Trump’s horrible message on African-American dissent
Donald Trump presided over a celebration at the White House yesterday that he claims will “honour our great country”, after abruptly cancelling a gathering with the Super Bowl champion Philadelphia Eagles over the flap involving NFL players kneeling to protest police brutality and systemic racism.
Trump insisted that the Eagles “disagree with their president because he insists that they proudly stand for the national anthem”, an assertion that carries echoes of dissatisfaction with their failure to submit to his will as well as any anger over treatment of the flag.
Of course, as The Washington Post reports, no Eagles knelt in this manner, and the team privately conveyed to the White House that fewer players than expected would show up. Trump told the lie about kneeling Eagles to justify the cancellation in part because he expected low turnout, which he hates.
But let’s not let the true import of Trump’s action get subsumed by the usual lying and megalomania. His true message is that African-American dissenters protesting in the quest for racial equality — in a manner he claims to find offensive — have no place at a celebration of this country’s heritage over which he is presiding.
In his statement cancelling the event, Trump claimed that the Eagles do not want to place “hand on heart, in honour of our great men and women of the military”. Instead, he said, he will preside over “a different type of ceremony” that will “honour our great country” and “loudly and proudly play the national anthem”.
In other words, whether any Eagles ever knelt or not, Trump’s explicitly stated justification for uninviting them is that they did kneel to protest the national anthem. That this is a lie is beside the point. The justification he is offering is itself a deliberate statement, and a reprehensible one at that.
After all, what if some Eagles had knelt, as he claims? His argument is that in carrying out this act, they have disqualified themselves from attending a celebration of American national heritage at his White House.
That some of the players were not going to attend anyway is also beside the point. They declined only after Trump repeatedly attacked the mode of dissent practised by their colleagues as unpatriotic — indicating that celebrations of patriotism will be permitted only on his terms.
Indeed, with yesterday’s celebration, Trump fairly leapt at the opportunity to make that statement.

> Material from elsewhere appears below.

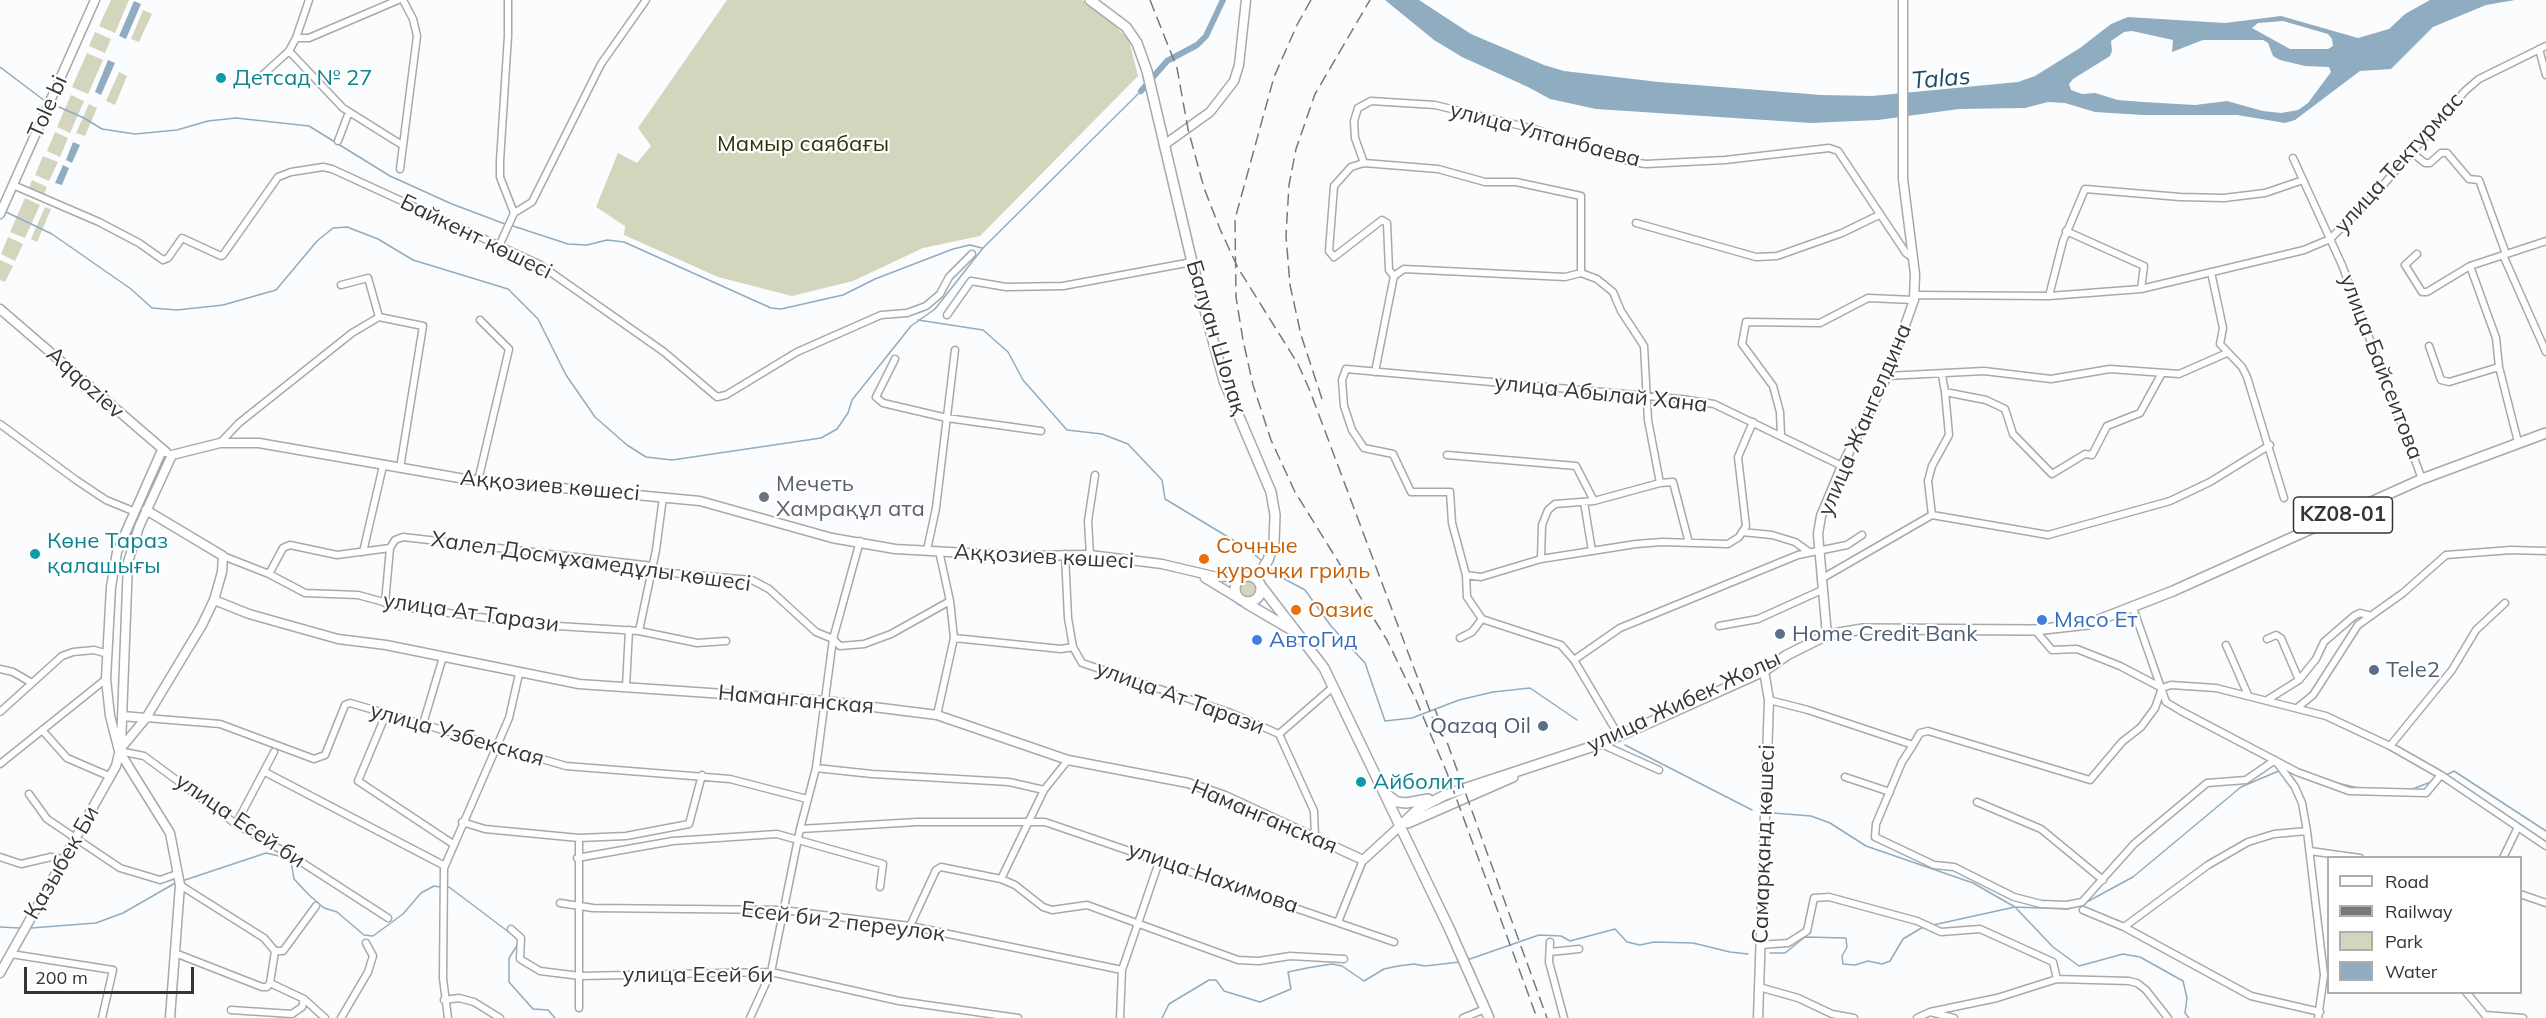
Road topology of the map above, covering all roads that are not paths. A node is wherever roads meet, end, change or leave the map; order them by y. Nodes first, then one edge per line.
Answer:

The President underscored the point, adding that at the festivities, there will be “no escaping to locker rooms”.
Only those who engage in displays of patriotism on his stipulated terms are welcome at his celebration to “honour our great country”.
The “different type of ceremony” Trump presided over was one that “loudly and proudly” celebrated the national anthem on those terms — that is, one that unabashedly placed that conditional display of patriotism at its core.
One does not have to support the players’ particular expression of dissent to recognise that it draws on a long tradition of African-American protest that has slowly and painfully forced this country to increasingly make good on the “promissory note” alluded to by the Reverend Martin Luther King Jr.
Our leaders should be expected to honour this tradition, as Charles Cooke has noted, by treating it as an essential part of celebrating our full history.
When Barack Obama spoke at the 50th anniversary of the violence inflicted on civil rights marchers on the Edmund Pettus Bridge, he noted that the promissory note has still not been honoured to all Americans. “This nation’s racial history still casts its long shadow upon us,” said Obama, who added that “we know the march is not yet over”.
The players are kneeling to protest America’s failure to eliminate systemic racism — racist police violence and sentencing disparities, and other racial barriers to opportunity — in continuation of that tradition, and in continuation of that march.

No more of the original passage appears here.